## EXERCISE DIRECTIONS
Set down each record below precisely, skipping the pictures.

## DATA FOR ANALYSIS

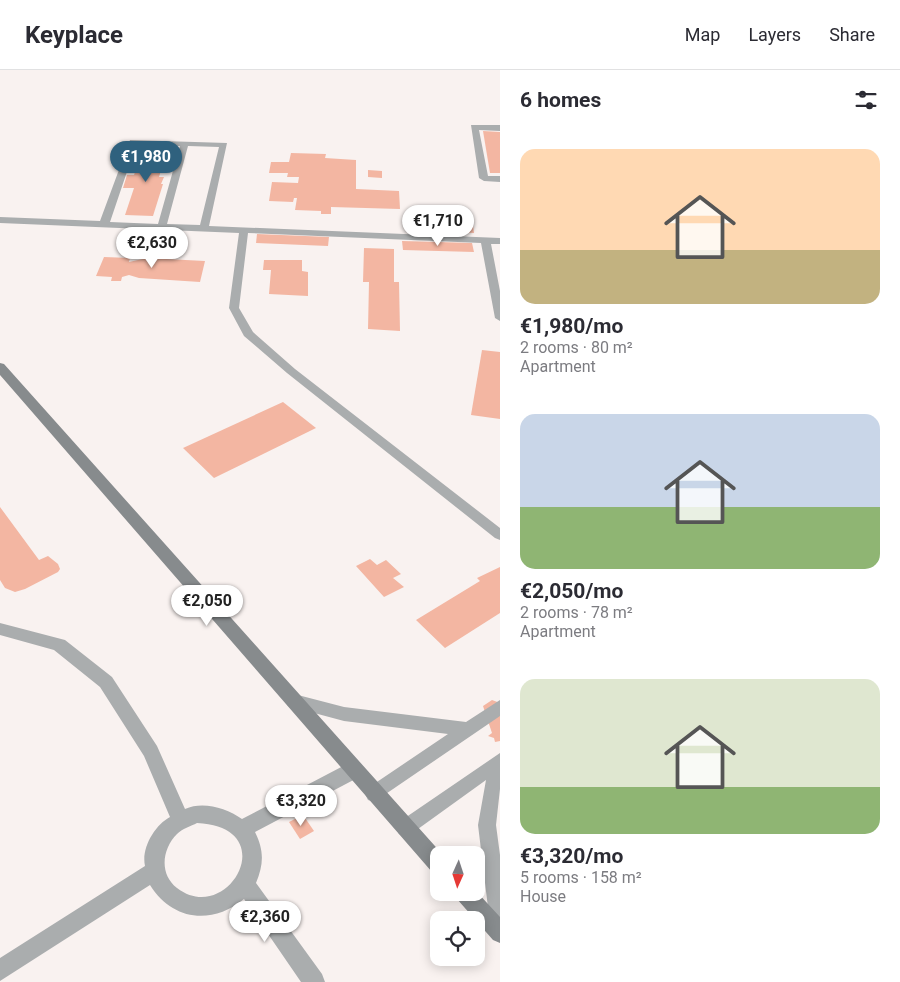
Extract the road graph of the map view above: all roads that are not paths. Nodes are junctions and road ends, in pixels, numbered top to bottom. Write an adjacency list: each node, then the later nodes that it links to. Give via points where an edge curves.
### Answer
1 (500, 128): 3 (lane, via 474,127 484,178)
2 (185, 143): 5 (lane, via 133,142); 6 (lane); 7 (lane, via 224,145)
3 (500, 179)
4 (0, 220): 5 (lane)
5 (104, 224): 6 (lane)
6 (162, 226): 7 (lane)
7 (204, 228): 8 (lane)
8 (244, 230): 9 (lane); 13 (lane, via 234,308 248,334)
9 (485, 240): 10 (lane); 11 (lane)
10 (500, 241)
11 (500, 318)
12 (0, 366): 15 (main road)
13 (500, 535)
14 (0, 629): 21 (street, via 59,645 106,682 150,752)
15 (294, 701): 17 (lane, via 344,714); 19 (main road)
16 (500, 706): 17 (lane)
17 (468, 729): 20 (lane)
18 (500, 761): 22 (lane); 28 (lane, via 491,790 487,825)
19 (354, 770): 20 (main road); 23 (street)
20 (374, 794): 22 (main road)
21 (180, 819): 23 (street, via 194,814 211,814 226,818); 25 (street, via 158,842 153,856)
22 (405, 828): 24 (main road)
23 (241, 829): 26 (street, via 252,854 252,869)
24 (430, 855)
25 (154, 872): 26 (street, via 160,886 186,905 203,907 219,904 234,896); 30 (street)
26 (245, 884): 31 (street)
27 (472, 901): 29 (main road)
28 (500, 924)
29 (500, 933)
30 (0, 970)
31 (314, 982)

## OUTPUT OF THE TASK
Extract the road graph of the map view above: all roads that are not paths. Nodes are junctions and road ends, in pixels, numbered top to bottom. Write an adjacency list: each node, then the later nodes that it links to. Give via points where an edge curves.
### Answer
1 (500, 128): 3 (lane, via 474,127 484,178)
2 (185, 143): 5 (lane, via 133,142); 6 (lane); 7 (lane, via 224,145)
3 (500, 179)
4 (0, 220): 5 (lane)
5 (104, 224): 6 (lane)
6 (162, 226): 7 (lane)
7 (204, 228): 8 (lane)
8 (244, 230): 9 (lane); 13 (lane, via 234,308 248,334)
9 (485, 240): 10 (lane); 11 (lane)
10 (500, 241)
11 (500, 318)
12 (0, 366): 15 (main road)
13 (500, 535)
14 (0, 629): 21 (street, via 59,645 106,682 150,752)
15 (294, 701): 17 (lane, via 344,714); 19 (main road)
16 (500, 706): 17 (lane)
17 (468, 729): 20 (lane)
18 (500, 761): 22 (lane); 28 (lane, via 491,790 487,825)
19 (354, 770): 20 (main road); 23 (street)
20 (374, 794): 22 (main road)
21 (180, 819): 23 (street, via 194,814 211,814 226,818); 25 (street, via 158,842 153,856)
22 (405, 828): 24 (main road)
23 (241, 829): 26 (street, via 252,854 252,869)
24 (430, 855)
25 (154, 872): 26 (street, via 160,886 186,905 203,907 219,904 234,896); 30 (street)
26 (245, 884): 31 (street)
27 (472, 901): 29 (main road)
28 (500, 924)
29 (500, 933)
30 (0, 970)
31 (314, 982)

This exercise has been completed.